══ Data for processing ══

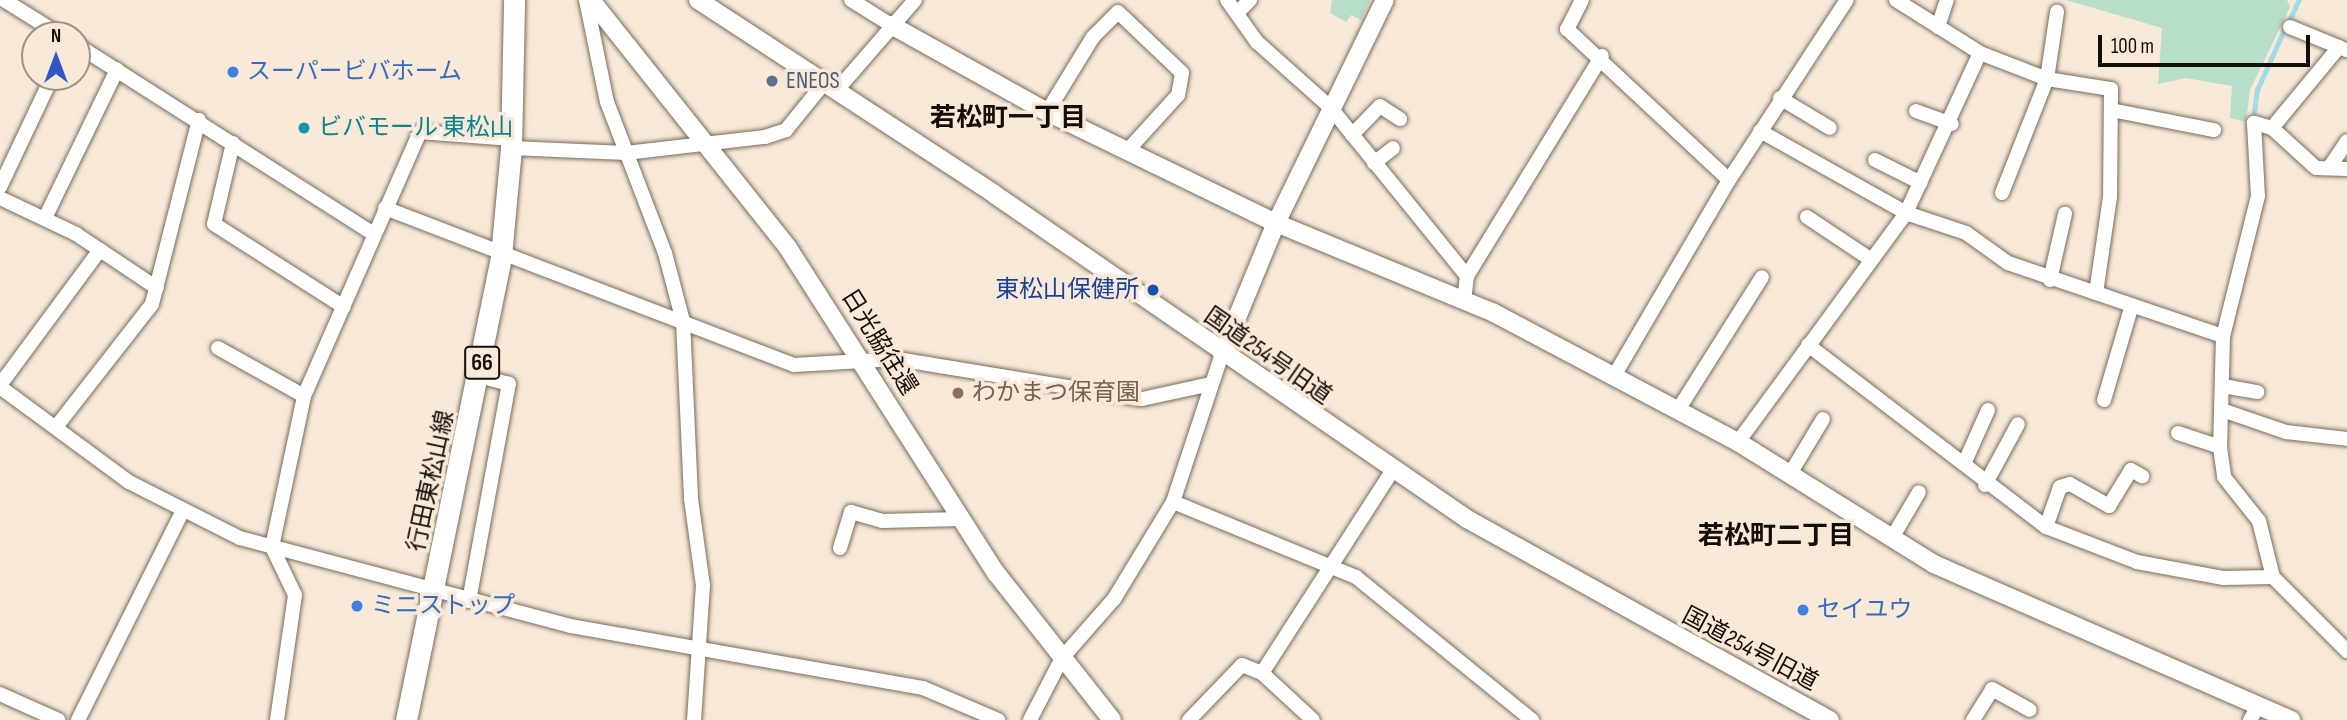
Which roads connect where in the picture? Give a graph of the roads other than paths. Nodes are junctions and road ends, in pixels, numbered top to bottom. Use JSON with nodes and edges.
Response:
{"nodes":[{"id":1,"x":514,"y":0,"type":"edge"},
{"id":2,"x":589,"y":0,"type":"edge"},
{"id":3,"x":698,"y":0,"type":"edge"},
{"id":4,"x":850,"y":0,"type":"edge"},
{"id":5,"x":915,"y":0,"type":"edge"},
{"id":6,"x":1227,"y":0,"type":"edge"},
{"id":7,"x":1251,"y":0,"type":"edge"},
{"id":8,"x":1385,"y":0,"type":"edge"},
{"id":9,"x":1582,"y":0,"type":"edge"},
{"id":10,"x":1847,"y":0,"type":"edge"},
{"id":11,"x":1947,"y":0,"type":"edge"},
{"id":12,"x":2,"y":1,"type":"edge"},
{"id":13,"x":1900,"y":1,"type":"edge"},
{"id":14,"x":1238,"y":12,"type":"junction"},
{"id":15,"x":2057,"y":12,"type":"dead end"},
{"id":16,"x":36,"y":21,"type":"edge"},
{"id":17,"x":891,"y":25,"type":"junction"},
{"id":18,"x":1938,"y":27,"type":"junction"},
{"id":19,"x":2290,"y":27,"type":"dead end"},
{"id":20,"x":2343,"y":49,"type":"edge"},
{"id":21,"x":1980,"y":53,"type":"junction"},
{"id":22,"x":91,"y":54,"type":"edge"},
{"id":23,"x":1602,"y":56,"type":"junction"},
{"id":24,"x":117,"y":71,"type":"junction"},
{"id":25,"x":2047,"y":79,"type":"junction"},
{"id":26,"x":831,"y":86,"type":"junction"},
{"id":27,"x":45,"y":91,"type":"edge"},
{"id":28,"x":1780,"y":98,"type":"junction"},
{"id":29,"x":1330,"y":107,"type":"junction"},
{"id":30,"x":2111,"y":110,"type":"junction"},
{"id":31,"x":1916,"y":111,"type":"dead end"},
{"id":32,"x":1047,"y":112,"type":"junction"},
{"id":33,"x":199,"y":120,"type":"junction"},
{"id":34,"x":1400,"y":120,"type":"dead end"},
{"id":35,"x":1952,"y":124,"type":"junction"},
{"id":36,"x":1830,"y":128,"type":"dead end"},
{"id":37,"x":2272,"y":128,"type":"junction"},
{"id":38,"x":2214,"y":130,"type":"dead end"},
{"id":39,"x":1760,"y":131,"type":"junction"},
{"id":40,"x":1352,"y":135,"type":"junction"},
{"id":41,"x":2347,"y":141,"type":"edge"},
{"id":42,"x":233,"y":143,"type":"junction"},
{"id":43,"x":512,"y":144,"type":"junction"},
{"id":44,"x":706,"y":144,"type":"junction"},
{"id":45,"x":1393,"y":148,"type":"dead end"},
{"id":46,"x":1128,"y":150,"type":"junction"},
{"id":47,"x":626,"y":153,"type":"junction"},
{"id":48,"x":1875,"y":160,"type":"dead end"},
{"id":49,"x":1374,"y":163,"type":"junction"},
{"id":50,"x":2329,"y":168,"type":"junction"},
{"id":51,"x":2347,"y":169,"type":"edge"},
{"id":52,"x":1729,"y":180,"type":"junction"},
{"id":53,"x":1921,"y":183,"type":"junction"},
{"id":54,"x":0,"y":187,"type":"edge"},
{"id":55,"x":2002,"y":193,"type":"dead end"},
{"id":56,"x":0,"y":198,"type":"edge"},
{"id":57,"x":385,"y":208,"type":"junction"},
{"id":58,"x":1906,"y":213,"type":"junction"},
{"id":59,"x":2066,"y":214,"type":"dead end"},
{"id":60,"x":1807,"y":217,"type":"dead end"},
{"id":61,"x":45,"y":218,"type":"junction"},
{"id":62,"x":1276,"y":223,"type":"junction"},
{"id":63,"x":373,"y":234,"type":"junction"},
{"id":64,"x":100,"y":250,"type":"junction"},
{"id":65,"x":501,"y":256,"type":"junction"},
{"id":66,"x":1870,"y":259,"type":"junction"},
{"id":67,"x":1467,"y":276,"type":"junction"},
{"id":68,"x":1762,"y":277,"type":"dead end"},
{"id":69,"x":2050,"y":280,"type":"junction"},
{"id":70,"x":157,"y":288,"type":"junction"},
{"id":71,"x":2096,"y":293,"type":"junction"},
{"id":72,"x":1464,"y":300,"type":"junction"},
{"id":73,"x":2132,"y":305,"type":"junction"},
{"id":74,"x":344,"y":307,"type":"junction"},
{"id":75,"x":683,"y":321,"type":"junction"},
{"id":76,"x":2223,"y":336,"type":"junction"},
{"id":77,"x":1808,"y":345,"type":"junction"},
{"id":78,"x":218,"y":348,"type":"dead end"},
{"id":79,"x":1222,"y":354,"type":"junction"},
{"id":80,"x":862,"y":362,"type":"junction"},
{"id":81,"x":479,"y":376,"type":"junction"},
{"id":82,"x":1614,"y":376,"type":"junction"},
{"id":83,"x":1211,"y":384,"type":"junction"},
{"id":84,"x":0,"y":386,"type":"edge"},
{"id":85,"x":2222,"y":386,"type":"junction"},
{"id":86,"x":2257,"y":392,"type":"dead end"},
{"id":87,"x":304,"y":396,"type":"junction"},
{"id":88,"x":2104,"y":400,"type":"dead end"},
{"id":89,"x":1678,"y":410,"type":"junction"},
{"id":90,"x":1988,"y":410,"type":"dead end"},
{"id":91,"x":2222,"y":410,"type":"junction"},
{"id":92,"x":1823,"y":419,"type":"dead end"},
{"id":93,"x":2018,"y":424,"type":"dead end"},
{"id":94,"x":56,"y":427,"type":"junction"},
{"id":95,"x":2178,"y":433,"type":"dead end"},
{"id":96,"x":2347,"y":439,"type":"edge"},
{"id":97,"x":1738,"y":442,"type":"junction"},
{"id":98,"x":2220,"y":447,"type":"junction"},
{"id":99,"x":1964,"y":464,"type":"junction"},
{"id":100,"x":1392,"y":471,"type":"junction"},
{"id":101,"x":1790,"y":474,"type":"junction"},
{"id":102,"x":2142,"y":476,"type":"dead end"},
{"id":103,"x":1985,"y":485,"type":"junction"},
{"id":104,"x":1919,"y":492,"type":"dead end"},
{"id":105,"x":1173,"y":502,"type":"junction"},
{"id":106,"x":181,"y":514,"type":"junction"},
{"id":107,"x":960,"y":519,"type":"junction"},
{"id":108,"x":2046,"y":527,"type":"junction"},
{"id":109,"x":1892,"y":538,"type":"junction"},
{"id":110,"x":272,"y":547,"type":"junction"},
{"id":111,"x":840,"y":548,"type":"dead end"},
{"id":112,"x":1332,"y":567,"type":"junction"},
{"id":113,"x":2273,"y":577,"type":"junction"},
{"id":114,"x":435,"y":593,"type":"junction"},
{"id":115,"x":469,"y":601,"type":"junction"},
{"id":116,"x":697,"y":644,"type":"junction"},
{"id":117,"x":2347,"y":651,"type":"edge"},
{"id":118,"x":1062,"y":658,"type":"junction"},
{"id":119,"x":1262,"y":673,"type":"junction"},
{"id":120,"x":0,"y":694,"type":"edge"},
{"id":121,"x":2030,"y":710,"type":"dead end"},
{"id":122,"x":2254,"y":712,"type":"edge"},
{"id":123,"x":58,"y":720,"type":"edge"},
{"id":124,"x":78,"y":720,"type":"edge"},
{"id":125,"x":277,"y":720,"type":"edge"},
{"id":126,"x":406,"y":720,"type":"edge"},
{"id":127,"x":694,"y":720,"type":"edge"},
{"id":128,"x":998,"y":720,"type":"edge"},
{"id":129,"x":1030,"y":720,"type":"edge"},
{"id":130,"x":1112,"y":720,"type":"edge"},
{"id":131,"x":1189,"y":720,"type":"edge"},
{"id":132,"x":1312,"y":720,"type":"edge"},
{"id":133,"x":1532,"y":720,"type":"edge"},
{"id":134,"x":1830,"y":720,"type":"edge"},
{"id":135,"x":1973,"y":720,"type":"edge"},
{"id":136,"x":2291,"y":720,"type":"edge"}],
"edges":[{"from":1,"to":43,"type":"main road","name":"行田東松山線","number":"66"},
{"from":2,"to":44,"type":"street","name":"日光脇往還"},
{"from":2,"to":47,"type":"street"},
{"from":3,"to":26,"type":"street","name":"国道254号旧道"},
{"from":4,"to":17,"type":"street"},
{"from":5,"to":17,"type":"street"},
{"from":6,"to":14,"type":"street"},
{"from":7,"to":14,"type":"street"},
{"from":8,"to":29,"type":"street"},
{"from":9,"to":23,"type":"street"},
{"from":10,"to":28,"type":"street"},
{"from":11,"to":18,"type":"street"},
{"from":12,"to":16,"type":"street"},
{"from":13,"to":18,"type":"street"},
{"from":14,"to":29,"type":"street"},
{"from":15,"to":25,"type":"street"},
{"from":17,"to":26,"type":"street"},
{"from":17,"to":32,"type":"street"},
{"from":18,"to":21,"type":"street"},
{"from":19,"to":20,"type":"street"},
{"from":20,"to":37,"type":"street"},
{"from":21,"to":25,"type":"street"},
{"from":21,"to":35,"type":"street"},
{"from":22,"to":24,"type":"street"},
{"from":23,"to":52,"type":"street"},
{"from":23,"to":67,"type":"street"},
{"from":24,"to":33,"type":"street"},
{"from":24,"to":61,"type":"street"},
{"from":25,"to":30,"type":"street"},
{"from":25,"to":55,"type":"street"},
{"from":26,"to":44,"type":"street"},
{"from":26,"to":79,"type":"street","name":"国道254号旧道"},
{"from":27,"to":54,"type":"street"},
{"from":28,"to":36,"type":"street"},
{"from":28,"to":39,"type":"street"},
{"from":29,"to":40,"type":"street"},
{"from":29,"to":62,"type":"street"},
{"from":30,"to":38,"type":"street"},
{"from":30,"to":71,"type":"street"},
{"from":31,"to":35,"type":"street"},
{"from":32,"to":46,"type":"street"},
{"from":32,"to":46,"type":"street"},
{"from":33,"to":42,"type":"street"},
{"from":33,"to":70,"type":"street"},
{"from":34,"to":40,"type":"street"},
{"from":35,"to":53,"type":"street"},
{"from":37,"to":50,"type":"street"},
{"from":37,"to":76,"type":"street"},
{"from":39,"to":52,"type":"street"},
{"from":39,"to":58,"type":"street"},
{"from":40,"to":49,"type":"street"},
{"from":41,"to":50,"type":"street"},
{"from":42,"to":63,"type":"street"},
{"from":42,"to":74,"type":"street"},
{"from":43,"to":47,"type":"street"},
{"from":43,"to":57,"type":"street"},
{"from":43,"to":65,"type":"main road","name":"行田東松山線","number":"66"},
{"from":44,"to":47,"type":"street"},
{"from":44,"to":80,"type":"street","name":"日光脇往還"},
{"from":45,"to":49,"type":"street"},
{"from":46,"to":62,"type":"street"},
{"from":47,"to":75,"type":"street"},
{"from":48,"to":53,"type":"street"},
{"from":49,"to":67,"type":"street"},
{"from":50,"to":51,"type":"street"},
{"from":52,"to":82,"type":"street"},
{"from":53,"to":58,"type":"street"},
{"from":56,"to":61,"type":"street"},
{"from":57,"to":63,"type":"street"},
{"from":57,"to":65,"type":"street"},
{"from":58,"to":66,"type":"street"},
{"from":58,"to":69,"type":"street"},
{"from":59,"to":69,"type":"street"},
{"from":60,"to":66,"type":"street"},
{"from":61,"to":64,"type":"street"},
{"from":62,"to":72,"type":"street"},
{"from":62,"to":79,"type":"street"},
{"from":63,"to":74,"type":"street"},
{"from":64,"to":70,"type":"street"},
{"from":64,"to":84,"type":"street"},
{"from":65,"to":75,"type":"street"},
{"from":65,"to":81,"type":"main road","name":"行田東松山線","number":"66"},
{"from":66,"to":77,"type":"street"},
{"from":67,"to":72,"type":"street"},
{"from":68,"to":89,"type":"street"},
{"from":69,"to":71,"type":"street"},
{"from":70,"to":94,"type":"street"},
{"from":71,"to":73,"type":"street"},
{"from":72,"to":82,"type":"street"},
{"from":73,"to":76,"type":"street"},
{"from":73,"to":88,"type":"street"},
{"from":74,"to":87,"type":"street"},
{"from":75,"to":80,"type":"street"},
{"from":75,"to":116,"type":"street"},
{"from":76,"to":85,"type":"street"},
{"from":77,"to":97,"type":"street"},
{"from":77,"to":99,"type":"street"},
{"from":78,"to":87,"type":"street"},
{"from":79,"to":83,"type":"street"},
{"from":79,"to":100,"type":"street","name":"国道254号旧道"},
{"from":80,"to":83,"type":"street"},
{"from":80,"to":107,"type":"street","name":"日光脇往還"},
{"from":81,"to":114,"type":"main road","name":"行田東松山線","number":"66"},
{"from":81,"to":115,"type":"street"},
{"from":82,"to":89,"type":"street"},
{"from":83,"to":105,"type":"street"},
{"from":84,"to":94,"type":"street"},
{"from":85,"to":86,"type":"street"},
{"from":85,"to":91,"type":"street"},
{"from":87,"to":110,"type":"street"},
{"from":89,"to":97,"type":"street"},
{"from":90,"to":99,"type":"street"},
{"from":91,"to":96,"type":"street"},
{"from":91,"to":98,"type":"street"},
{"from":92,"to":101,"type":"street"},
{"from":93,"to":103,"type":"street"},
{"from":94,"to":106,"type":"street"},
{"from":95,"to":98,"type":"street"},
{"from":97,"to":101,"type":"street"},
{"from":98,"to":113,"type":"street"},
{"from":99,"to":103,"type":"street"},
{"from":100,"to":112,"type":"street"},
{"from":100,"to":134,"type":"street","name":"国道254号旧道"},
{"from":101,"to":109,"type":"street"},
{"from":102,"to":108,"type":"street"},
{"from":103,"to":108,"type":"street"},
{"from":104,"to":109,"type":"street"},
{"from":105,"to":112,"type":"street"},
{"from":105,"to":118,"type":"street"},
{"from":106,"to":110,"type":"street"},
{"from":106,"to":124,"type":"street"},
{"from":107,"to":111,"type":"street"},
{"from":107,"to":118,"type":"street","name":"日光脇往還"},
{"from":108,"to":113,"type":"street"},
{"from":109,"to":122,"type":"street"},
{"from":110,"to":114,"type":"street"},
{"from":110,"to":125,"type":"street"},
{"from":112,"to":119,"type":"street"},
{"from":112,"to":133,"type":"street"},
{"from":113,"to":117,"type":"street"},
{"from":114,"to":115,"type":"street"},
{"from":114,"to":126,"type":"main road","name":"行田東松山線","number":"66"},
{"from":115,"to":116,"type":"street"},
{"from":116,"to":127,"type":"street"},
{"from":116,"to":128,"type":"street"},
{"from":118,"to":129,"type":"street"},
{"from":118,"to":130,"type":"street","name":"日光脇往還"},
{"from":119,"to":131,"type":"street"},
{"from":119,"to":132,"type":"street"},
{"from":120,"to":123,"type":"street"},
{"from":121,"to":135,"type":"street"},
{"from":122,"to":136,"type":"street"}]}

═══

Exercise instructions :: Say the number of data lines holding "行田東松山線", without any other words.

Exercise output :: 5